马车的速度很慢,赶车的人也并不在意这缓慢地速度,只是不时地敲打着马屁股,驱赶着。
赶车的人身着一袭白衣,懒洋洋的神采在他的脸上表现无疑。
这不应该是一个赶车的人,可他却担起了这样的一个责任;马车里,那位姑奶奶睡得正香了。
古楼月看着已经差不多要黑了的天色,心想是时候加快一些行程了。
“起床了啊!”古楼月对着马车内大吼一声。
而马车里却是传出一声娇哼的声音,以示对古楼月叫醒自己睡觉的不满。
古楼月一笑,用力地在马屁股上一抽,骏马嘶鸣了一声后,渐渐地加快了速度,而马车的抖动也增加了不少。
马车里又是一阵娇哼,想必是这会才真正的被马车的抖动给抖醒了吧!
“你干嘛了,突然加快速度。”灵容走出了车厢,在古楼月的旁边坐下了,一脸的埋怨。
古楼月一笑,看着还有些睡眼朦胧的灵容笑着说:
“都什么时辰了,还睡;上了马车就睡,你是有多累啊?”
“我能有什么办法,我以前本就只是在夜间活动的,现在不是还不适应嘛!”
古楼月听到她这么说,倒也觉得不怪,毕竟这是一个和自己世界有些差异的人。
“那现在好些了吗?”
听见古楼月关心,灵容点了点头,沉思了一会又是将自己的头枕着了古楼月的肩膀,闭上眼睛假寐了起来。
看见这般模样的灵容,古楼月又是将马车的速度降低了不少,生怕惊扰身旁的她。
……
还是那座孤坟,只是孤坟前的人不再是当时的古楼月,而是另一位与坟墓中关系匪浅的人——阿宽。
阿宽是一个老实的人,是一个有点憨的人,但他也知道疼,也能体会到至亲之人离开的痛。
他木讷地呆坐在自己妹妹的坟前,纸钱已经烧完了,他还是坐在那里一言也不发。
这个时候家里除了自己是没有人在的,大哥在城里的事情这个时候还没有做完了,而唯一的妹妹此时与着自己隔着这么一条鸿沟。
他的开心是因为他有一个常常保护他的大哥,一个时刻关心他的妹妹,而此时这些都没在身边。
这时候,产生的孤独对他来说是让他感到无助,感到害怕的。
他知道自己妹妹是怎么死的,他也曾经叫嚣着要去报仇,可最后都被自己的大哥阻拦了下来。
但,最后那几个人都死了,阿宽能猜到是谁做的,可他也没有说出来,他知道这个秘密是不能泄露出来的。
屋子里,这个时候本不该是有人的,可现在却有一个人坐在凳子上,打量着一切。
寒酸的屋内真的没有能吸引他目光的东西,他四处巡视了一番后果断放弃了打量,闭上了眼睛。
他本就是一身黑袍罩体,裸露在空气中的只有那一双眼睛而现在连他的眼睛也都闭上了,他整个人仿佛彻底和那一身黑袍融合在了一起。
他在等,等屋外的人走进来;他是一个有耐心的猎人,对任何的猎物都有兴趣,只要有人肯对这猎物付出价格,他都可以化身为一个不错的猎人。

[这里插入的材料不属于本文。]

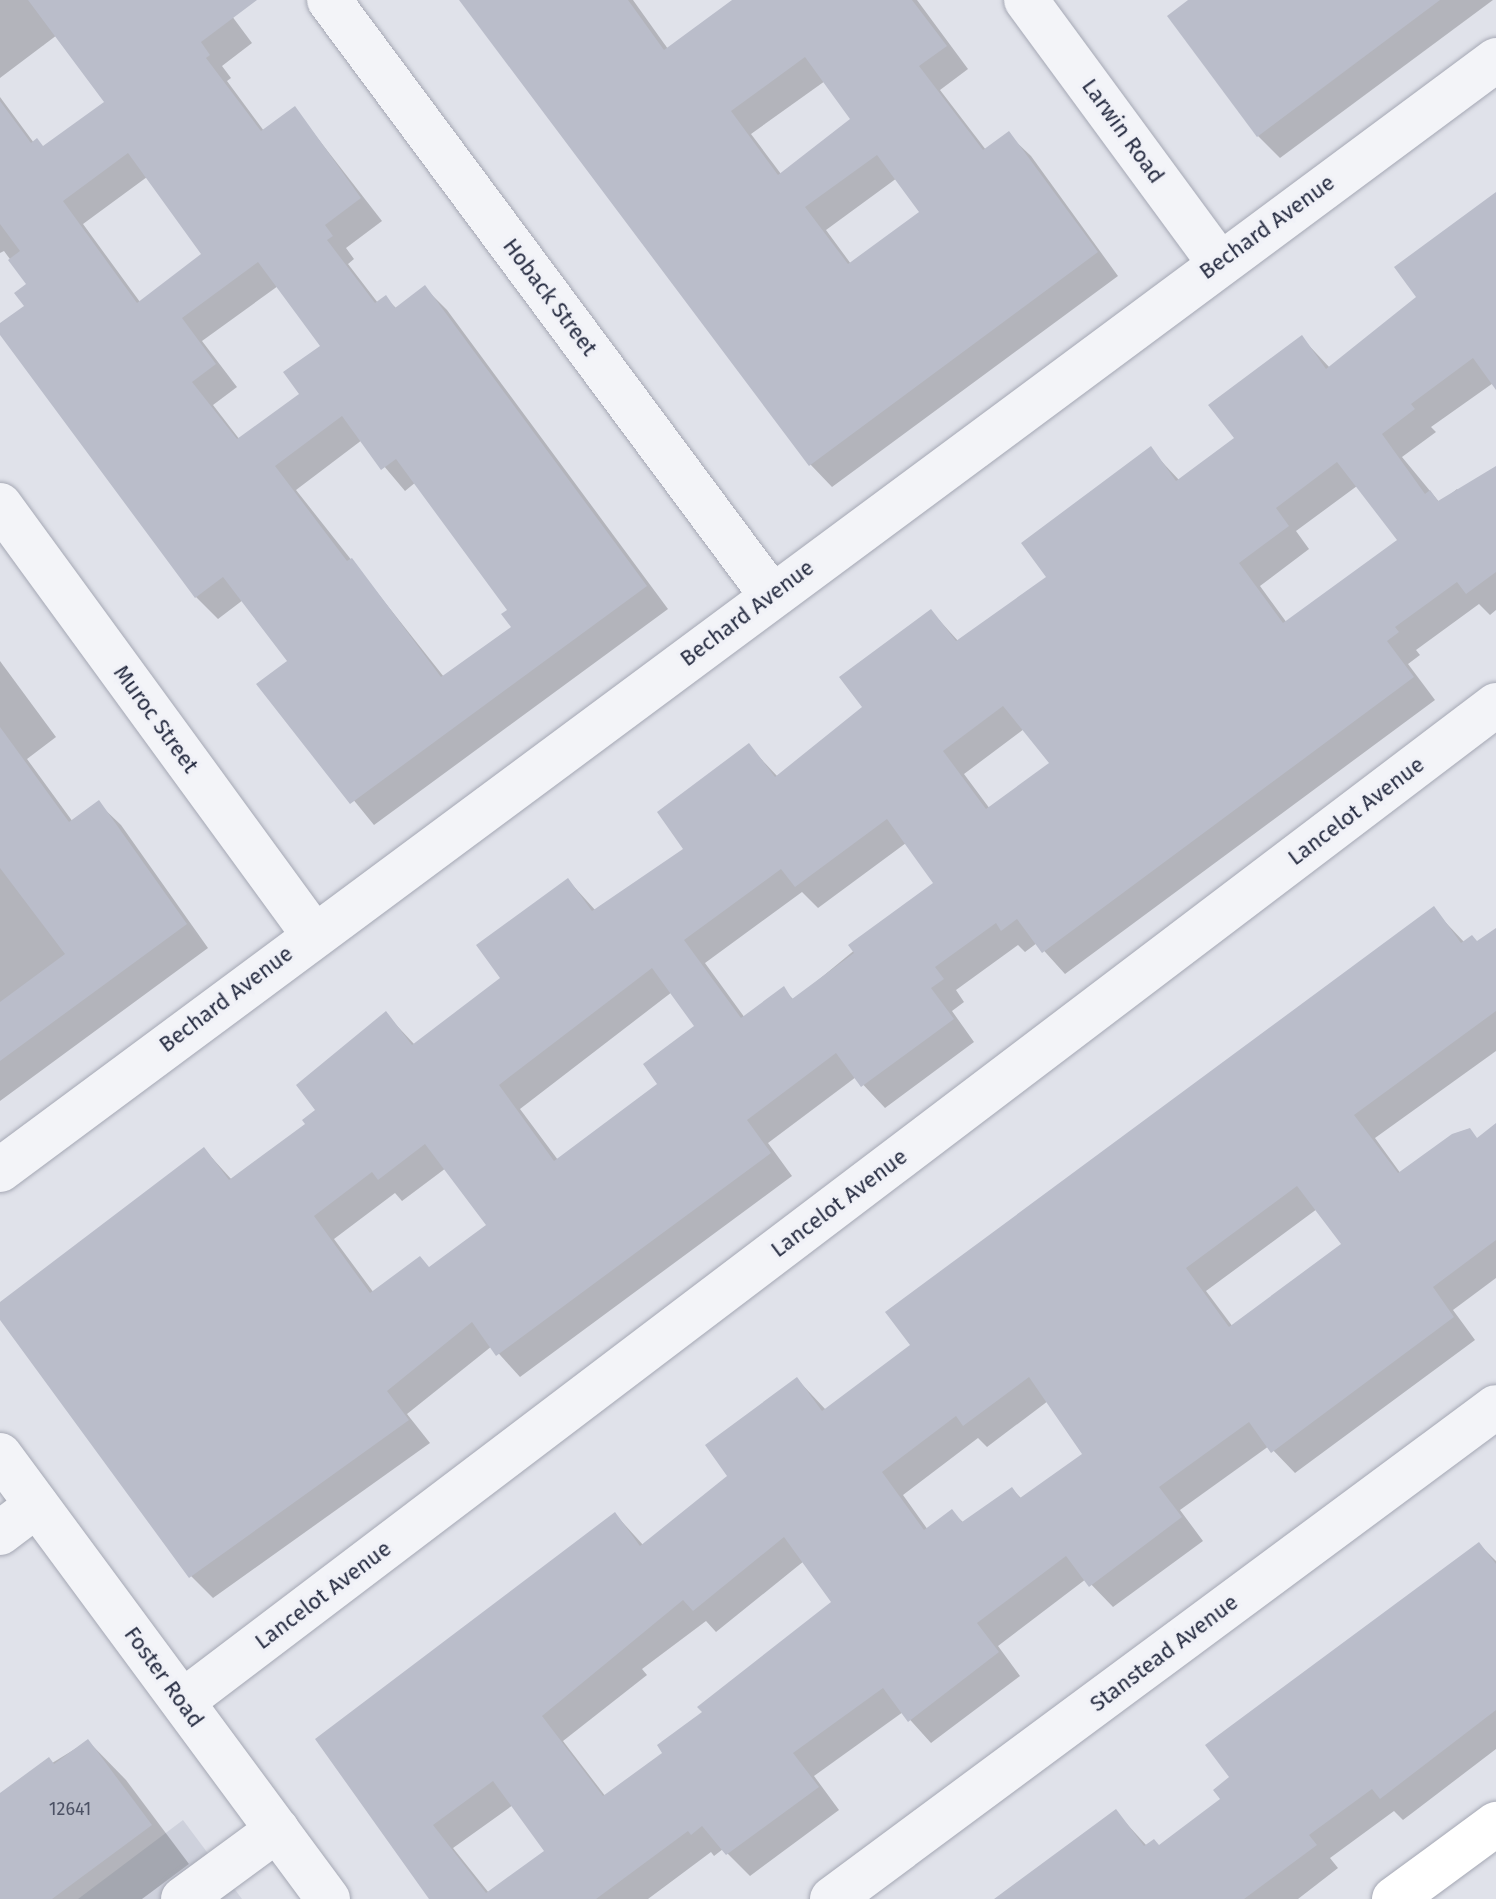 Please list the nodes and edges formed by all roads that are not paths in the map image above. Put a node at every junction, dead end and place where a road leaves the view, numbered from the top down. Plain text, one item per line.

他的耐心的确很大,已经很久了,但他的身体依旧没有什么的变化,就那样坐在那里,如果不是那依旧再缓缓进行的呼吸声,他更像是一个雕塑。
突然,是脚步声,清晰可闻的脚步声。
一步步地在靠近这里,但他依旧没有睁开眼,而他的呼吸变得更加的淡了。
“吱~呀~”一声,门在被推开的那一刻他动了,他身影轻轻地一晃已经出现在了阿宽的面前。
眼前突然蹦出来的黑影,阿宽本能地想要尖叫出声,可尚未来得及的时候,他的嘴已经被对方掩住了,随后喉咙一股刺痛传来,然后一股热流顺着他的脖子缓缓地流下了。

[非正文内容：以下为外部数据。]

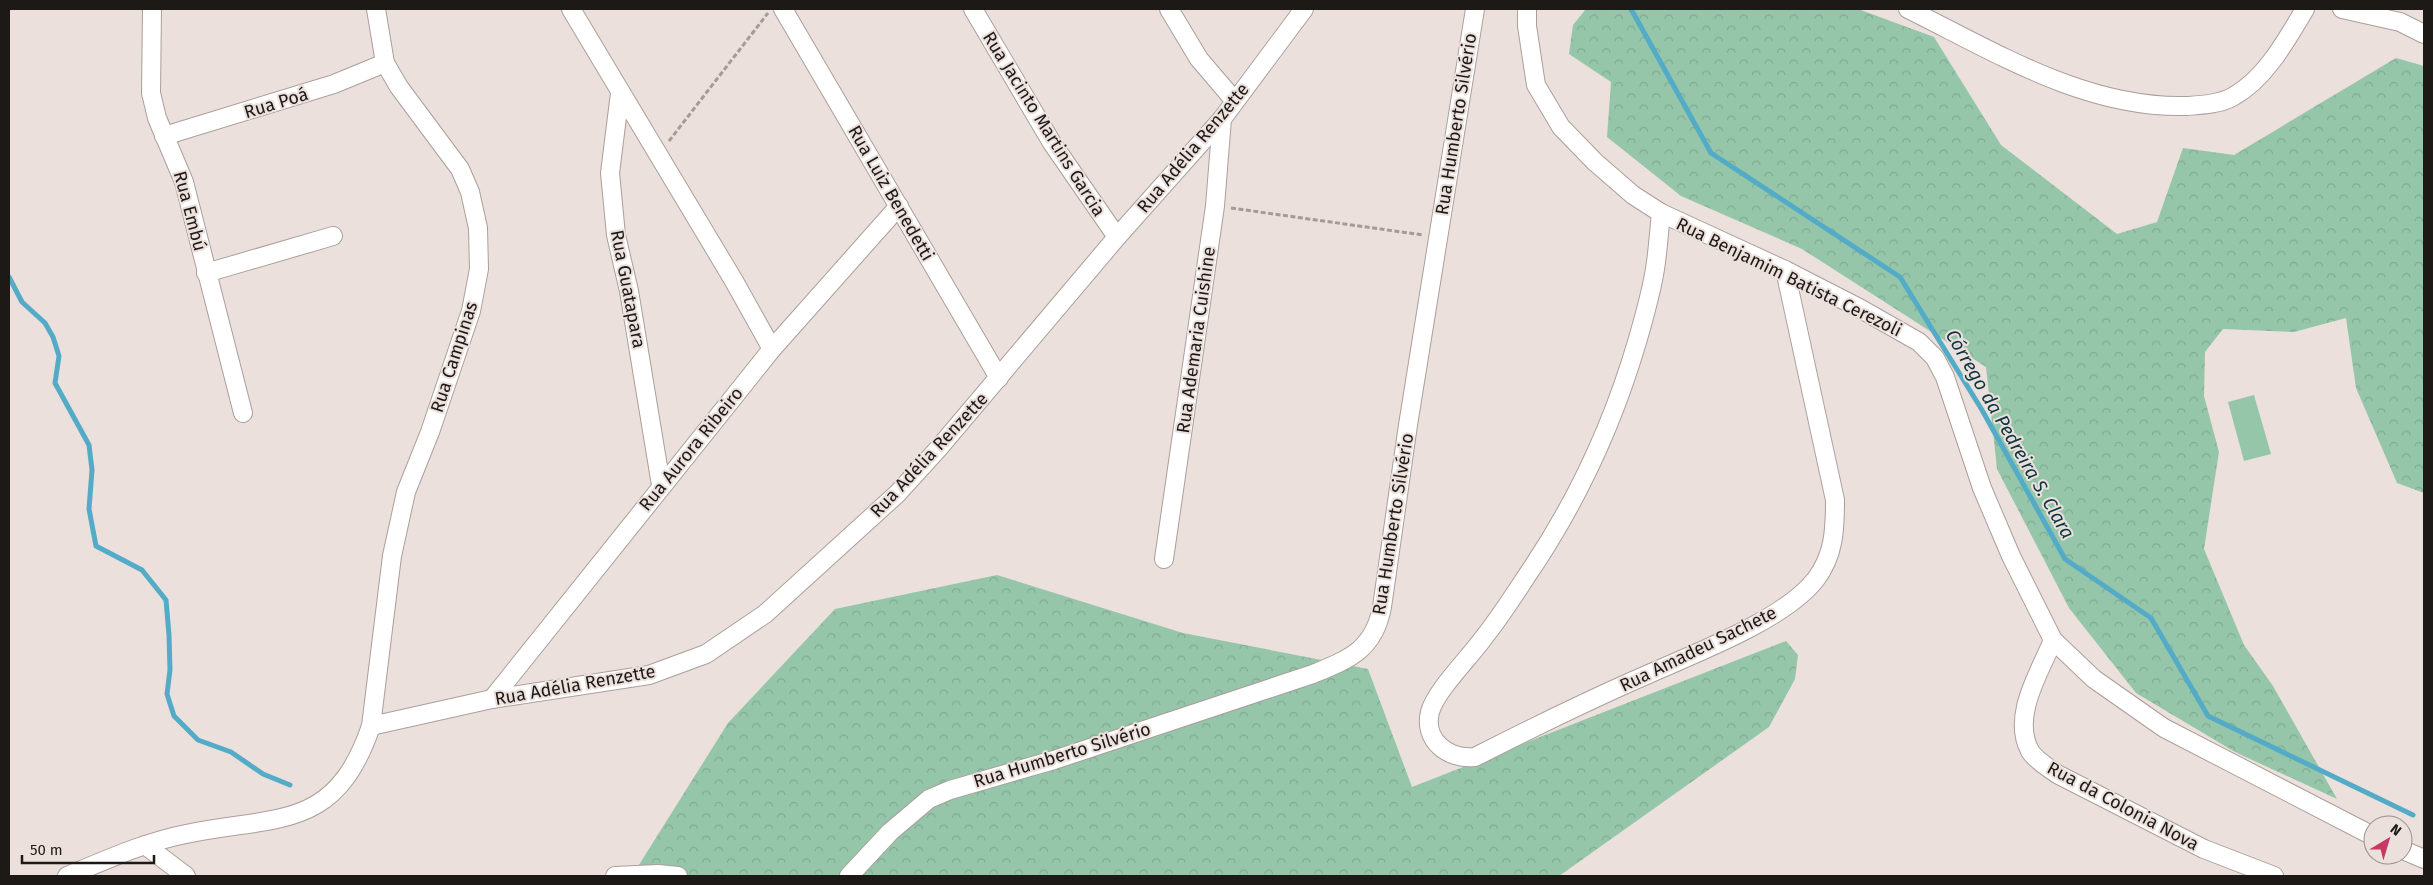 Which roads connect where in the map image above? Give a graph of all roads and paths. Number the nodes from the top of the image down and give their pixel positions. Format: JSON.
{"nodes":[{"id":1,"x":152,"y":9,"type":"edge"},
{"id":2,"x":376,"y":9,"type":"edge"},
{"id":3,"x":571,"y":9,"type":"edge"},
{"id":4,"x":771,"y":9,"type":"edge"},
{"id":5,"x":782,"y":9,"type":"edge"},
{"id":6,"x":973,"y":9,"type":"edge"},
{"id":7,"x":1169,"y":9,"type":"edge"},
{"id":8,"x":1304,"y":9,"type":"edge"},
{"id":9,"x":1475,"y":9,"type":"edge"},
{"id":10,"x":1528,"y":9,"type":"edge"},
{"id":11,"x":1908,"y":9,"type":"edge"},
{"id":12,"x":2305,"y":9,"type":"edge"},
{"id":13,"x":2342,"y":9,"type":"edge"},
{"id":14,"x":2424,"y":34,"type":"edge"},
{"id":15,"x":384,"y":63,"type":"junction"},
{"id":16,"x":620,"y":93,"type":"junction"},
{"id":17,"x":1234,"y":100,"type":"junction"},
{"id":18,"x":1222,"y":120,"type":"junction"},
{"id":19,"x":164,"y":136,"type":"junction"},
{"id":20,"x":658,"y":155,"type":"junction"},
{"id":21,"x":899,"y":206,"type":"junction"},
{"id":22,"x":1216,"y":206,"type":"junction"},
{"id":23,"x":1661,"y":213,"type":"junction"},
{"id":24,"x":333,"y":236,"type":"dead end"},
{"id":25,"x":1117,"y":237,"type":"junction"},
{"id":26,"x":1438,"y":238,"type":"junction"},
{"id":27,"x":1786,"y":270,"type":"junction"},
{"id":28,"x":206,"y":273,"type":"junction"},
{"id":29,"x":772,"y":349,"type":"junction"},
{"id":30,"x":999,"y":378,"type":"junction"},
{"id":31,"x":242,"y":413,"type":"dead end"},
{"id":32,"x":661,"y":485,"type":"junction"},
{"id":33,"x":1164,"y":559,"type":"dead end"},
{"id":34,"x":2054,"y":640,"type":"junction"},
{"id":35,"x":492,"y":698,"type":"junction"},
{"id":36,"x":371,"y":726,"type":"junction"},
{"id":37,"x":2363,"y":831,"type":"edge"},
{"id":38,"x":145,"y":845,"type":"junction"},
{"id":39,"x":67,"y":876,"type":"edge"},
{"id":40,"x":186,"y":876,"type":"edge"},
{"id":41,"x":615,"y":876,"type":"edge"},
{"id":42,"x":678,"y":876,"type":"edge"},
{"id":43,"x":849,"y":876,"type":"edge"},
{"id":44,"x":2274,"y":876,"type":"edge"}],
"edges":[{"from":1,"to":19,"type":"street","name":"Rua Embú"},
{"from":2,"to":15,"type":"street","name":"Rua Campinas"},
{"from":3,"to":16,"type":"street"},
{"from":4,"to":20,"type":"path"},
{"from":5,"to":21,"type":"street","name":"Rua Luiz Benedetti"},
{"from":6,"to":25,"type":"street","name":"Rua Jacinto Martins Garcia"},
{"from":7,"to":17,"type":"street"},
{"from":8,"to":17,"type":"street","name":"Rua Adélia Renzette"},
{"from":9,"to":26,"type":"street","name":"Rua Humberto Silvério"},
{"from":10,"to":23,"type":"street","name":"Rua Benjamim Batista Cerezoli"},
{"from":11,"to":12,"type":"street"},
{"from":13,"to":14,"type":"street"},
{"from":15,"to":19,"type":"street","name":"Rua Poá"},
{"from":15,"to":36,"type":"street","name":"Rua Campinas"},
{"from":16,"to":20,"type":"street"},
{"from":16,"to":32,"type":"street","name":"Rua Guatapara"},
{"from":17,"to":18,"type":"street","name":"Rua Adélia Renzette"},
{"from":18,"to":22,"type":"street","name":"Rua Ademaria Cuishine"},
{"from":18,"to":25,"type":"street","name":"Rua Adélia Renzette"},
{"from":19,"to":28,"type":"street","name":"Rua Embú"},
{"from":20,"to":29,"type":"street"},
{"from":21,"to":29,"type":"street","name":"Rua Aurora Ribeiro"},
{"from":21,"to":30,"type":"street","name":"Rua Luiz Benedetti"},
{"from":22,"to":26,"type":"path"},
{"from":22,"to":33,"type":"street","name":"Rua Ademaria Cuishine"},
{"from":23,"to":27,"type":"street","name":"Rua Benjamim Batista Cerezoli"},
{"from":23,"to":27,"type":"street","name":"Rua Amadeu Sachete"},
{"from":24,"to":28,"type":"street"},
{"from":25,"to":30,"type":"street","name":"Rua Adélia Renzette"},
{"from":26,"to":43,"type":"street","name":"Rua Humberto Silvério"},
{"from":27,"to":34,"type":"street","name":"Rua Benjamim Batista Cerezoli"},
{"from":28,"to":31,"type":"street","name":"Rua Embú"},
{"from":29,"to":32,"type":"street","name":"Rua Aurora Ribeiro"},
{"from":30,"to":35,"type":"street","name":"Rua Adélia Renzette"},
{"from":32,"to":35,"type":"street","name":"Rua Aurora Ribeiro"},
{"from":34,"to":37,"type":"street","name":"Rua Benjamim Batista Cerezoli"},
{"from":34,"to":44,"type":"street","name":"Rua da Colonia Nova"},
{"from":35,"to":36,"type":"street","name":"Rua Adélia Renzette"},
{"from":36,"to":38,"type":"street","name":"Rua Campinas"},
{"from":38,"to":39,"type":"street","name":"Rua Campinas"},
{"from":38,"to":40,"type":"street"},
{"from":41,"to":42,"type":"street"}]}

他将阿宽放到在地上,阿宽的双手胡乱地抓着,而双脚也是不停地胡蹬着,可那力气却是慢慢地削弱了下来。
感受着被自己捂住嘴的阿宽反抗的动作慢慢地消失了,他也是收回了自己的手,猎物已经丧命在了他的手中。
而那个所谓他身边的高手,他并没有看见,这桩任务便算彻底的完成了。
五千两已经轻易地入了他的手中,出了屋外,看着天边的最后一缕残阳,他不知怎么总觉得今天的残阳格外的凄凉。
可杀人的血本就是冰冷的,收回来目光在一瞥不远处的那一座孤零零地坟墓,他竟然诡异地一笑。
这下,想必那坟之中的人不会在孤单了吧!
……
马车依旧在缓慢地行走着,古楼月在驱赶,而灵容依旧依靠在他的肩膀上,也不知道是真的睡着了还是没有睡着。
古楼月驱赶地很平稳,他也并不着急自己的时间,他的时间本就很多。